1. Prior to showing the video, briefly explain the primary themes of the video. Use some or all of the following questions (include at least one writing prompt):
- How are students influenced by other students? Can you think of some examples of negative influences? How about positive influences?
- Why do you think some students bully others? Can you think of examples of bullying where a student was trying to impress his or her peers?
- If one of your friends bullied another student to impress you, what could you do?
- Have you ever heard students called gay or teased about not fitting into the stereotypes of a boy or girl?
- What kinds of student leadership activities can change to make a school a place where everyone belongs?
2. After watching the video, engage students in a dialogue about the film using some or all of the following questions (include at least one writing prompt).

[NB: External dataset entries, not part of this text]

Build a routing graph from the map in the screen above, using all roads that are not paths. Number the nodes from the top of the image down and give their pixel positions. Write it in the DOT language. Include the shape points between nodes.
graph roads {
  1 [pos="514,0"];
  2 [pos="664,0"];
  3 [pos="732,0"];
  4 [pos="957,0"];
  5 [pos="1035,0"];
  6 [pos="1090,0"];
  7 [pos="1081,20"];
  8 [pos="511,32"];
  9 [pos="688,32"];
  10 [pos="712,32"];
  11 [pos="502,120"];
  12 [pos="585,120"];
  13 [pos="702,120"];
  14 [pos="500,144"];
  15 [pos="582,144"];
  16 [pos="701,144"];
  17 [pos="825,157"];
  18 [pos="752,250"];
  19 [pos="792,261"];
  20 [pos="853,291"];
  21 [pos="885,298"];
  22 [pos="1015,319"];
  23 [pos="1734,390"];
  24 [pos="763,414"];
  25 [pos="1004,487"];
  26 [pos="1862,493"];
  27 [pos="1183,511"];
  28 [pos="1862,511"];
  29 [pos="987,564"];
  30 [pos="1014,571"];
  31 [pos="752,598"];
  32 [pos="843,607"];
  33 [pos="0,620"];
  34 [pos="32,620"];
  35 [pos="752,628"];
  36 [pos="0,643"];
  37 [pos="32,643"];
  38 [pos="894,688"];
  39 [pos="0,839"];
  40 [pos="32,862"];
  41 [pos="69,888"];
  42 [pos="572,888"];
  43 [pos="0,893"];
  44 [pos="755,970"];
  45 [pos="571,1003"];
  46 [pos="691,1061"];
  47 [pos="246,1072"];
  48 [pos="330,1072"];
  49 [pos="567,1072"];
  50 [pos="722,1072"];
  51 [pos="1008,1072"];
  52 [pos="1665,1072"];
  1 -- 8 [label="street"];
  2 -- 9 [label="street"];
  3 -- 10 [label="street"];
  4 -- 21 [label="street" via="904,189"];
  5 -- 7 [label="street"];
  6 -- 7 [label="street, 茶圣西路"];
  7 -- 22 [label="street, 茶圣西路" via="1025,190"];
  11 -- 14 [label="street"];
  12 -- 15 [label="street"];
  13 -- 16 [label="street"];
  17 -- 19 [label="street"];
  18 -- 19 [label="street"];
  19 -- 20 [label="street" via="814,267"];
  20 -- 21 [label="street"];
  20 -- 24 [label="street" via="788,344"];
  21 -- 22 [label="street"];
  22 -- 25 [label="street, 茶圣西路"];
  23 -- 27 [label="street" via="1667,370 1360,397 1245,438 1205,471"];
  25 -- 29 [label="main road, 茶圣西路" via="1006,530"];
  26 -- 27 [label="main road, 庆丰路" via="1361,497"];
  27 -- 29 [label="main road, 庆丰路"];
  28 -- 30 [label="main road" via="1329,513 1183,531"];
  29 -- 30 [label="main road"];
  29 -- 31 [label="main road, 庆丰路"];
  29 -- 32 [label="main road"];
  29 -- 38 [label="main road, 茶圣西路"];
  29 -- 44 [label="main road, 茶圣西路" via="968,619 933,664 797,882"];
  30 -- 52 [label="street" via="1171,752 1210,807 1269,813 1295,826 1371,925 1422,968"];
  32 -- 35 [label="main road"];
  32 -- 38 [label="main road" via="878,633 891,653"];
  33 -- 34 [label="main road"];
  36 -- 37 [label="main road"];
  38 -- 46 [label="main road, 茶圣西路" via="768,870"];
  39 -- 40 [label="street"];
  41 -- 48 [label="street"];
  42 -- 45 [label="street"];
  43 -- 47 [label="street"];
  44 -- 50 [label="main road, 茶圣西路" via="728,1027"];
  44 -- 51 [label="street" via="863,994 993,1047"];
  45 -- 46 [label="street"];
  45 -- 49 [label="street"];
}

- What are some problems that DeMonte Smith had to face at school? How did he overcome them? Do you see some of these issues in your school?

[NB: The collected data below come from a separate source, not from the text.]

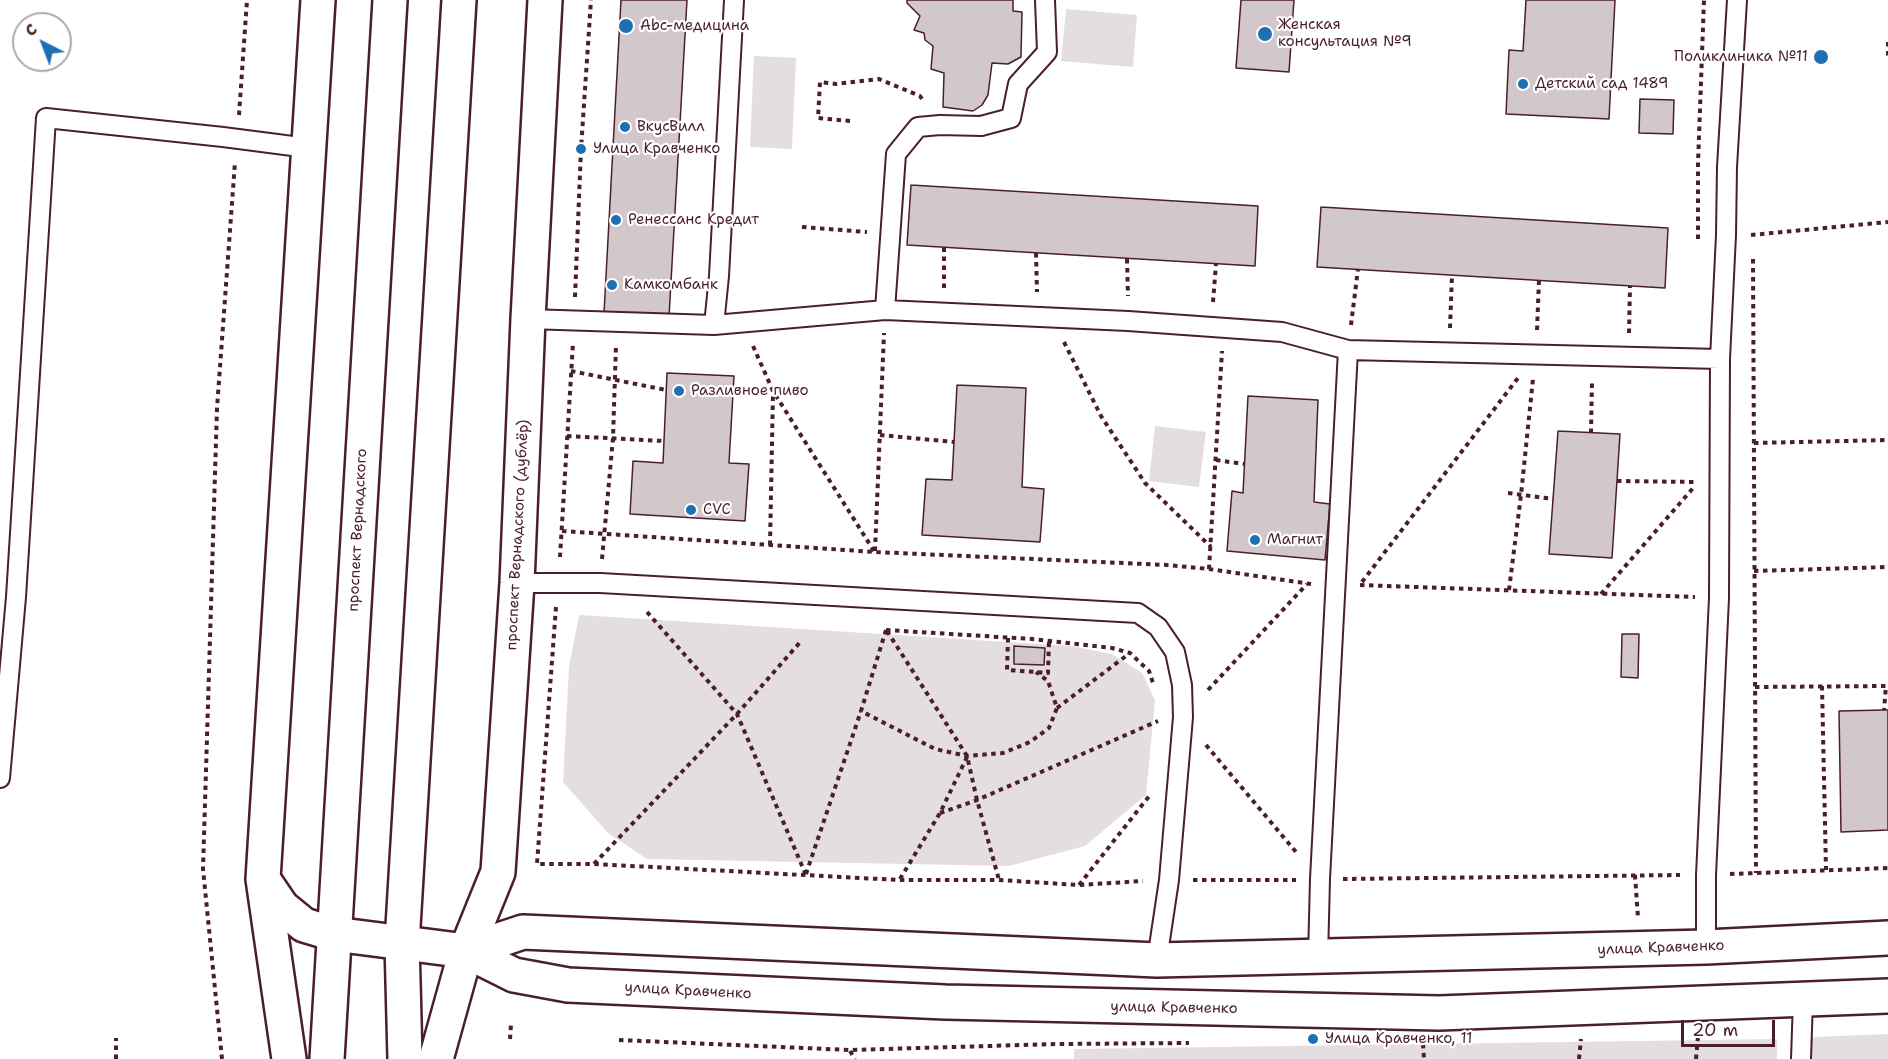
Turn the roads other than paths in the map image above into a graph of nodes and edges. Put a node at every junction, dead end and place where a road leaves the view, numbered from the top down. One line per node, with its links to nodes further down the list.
1 (318, 0): 8 (street)
2 (390, 0): 17 (street, проспект Вернадского)
3 (459, 0): 19 (street)
4 (545, 0): 10 (street, проспект Вернадского (дублёр))
5 (734, 0): 11 (lane)
6 (1045, 0): 9 (lane)
7 (1737, 0): 13 (lane)
8 (308, 148): 15 (lane); 16 (street)
9 (885, 310): 11 (lane); 12 (lane)
10 (528, 319): 11 (lane); 14 (street, проспект Вернадского (дублёр))
11 (714, 325)
12 (1348, 350): 13 (lane); 24 (lane)
13 (1720, 359): 21 (lane)
14 (517, 583): 22 (street, проспект Вернадского (дублёр)); 25 (lane)
15 (0, 778)
16 (263, 879): 17 (street, улица Кравченко); 30 (street)
17 (334, 934): 19 (street, улица Кравченко); 31 (street, проспект Вернадского)
18 (1888, 938): 21 (street, улица Кравченко)
19 (402, 943): 22 (street, улица Кравченко); 32 (street)
20 (789, 943): 22 (street, улица Кравченко); 23 (street, улица Кравченко); 26 (street)
21 (1706, 947): 24 (street, улица Кравченко)
22 (466, 951): 26 (street, улица Кравченко); 33 (street, проспект Вернадского (дублёр))
23 (1064, 956): 25 (street, улица Кравченко); 29 (street)
24 (1318, 957): 25 (street, улица Кравченко)
25 (1157, 960)
26 (787, 996): 29 (street, улица Кравченко)
27 (1888, 996): 28 (street, улица Кравченко)
28 (1803, 1000): 29 (street, улица Кравченко); 34 (lane)
29 (1060, 1005)
30 (289, 1059)
31 (327, 1059)
32 (405, 1059)
33 (436, 1059)
34 (1801, 1059)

- DeMonte Smith became a Safe School Ambassador and helped out many students who felt bullied.Would you ever consider becoming a leader who helps students who are bullied in your school? What are some things you could do?
- One problem with bullying is that too many people become bystanders. How can you stand up against bullying like DeMonte did?
- In the film, it states there is an increasing culture of “mean-spirited behavior.” Can you think of any examples of that in your school or in the world? Do you agree with that statement? Why or why not?
- DeMonte states, “You guys should do this, its gonna be good for you.” He also said, “If I know I’m making a change, then I know I’m helping people.” How did he influence the other students? What change can you make?
- What are some ways to make a more positive culture at school?
- The film ends with the quote from the Lorax, “Unless someone like you cares a whole awful lot, things are not going to get better, they’re NOT!” What do you think that means? Do you agree? Why or why not?
1. Have the students create a survey about the school climate and bullying at the school. Have them administer the survey and analyze the results. Brainstorm ways to shift the school culture to make it more positive. Divide into groups and try out some of the activities.
2. Do a research project on leadership. Identify the qualities of a good leader. Have students find examples of youth leaders. Make posters for the different leaders and indicate their positive leadership qualities.
3. Brainstorm the ways that peer pressure can influence students. Brainstorm ways to stand up to peer pressure. Have the students write stories about how to be strong in the face of peer pressure.
4. Learn more about how students are teased and bullied about being gay or when kids think they are gay. Go to the GLSEN.org website and review some of the research. Find out ways that schools have worked to make campuses safe for all students and free from bullying or teasing about being gay. (This activity is for secondary students.)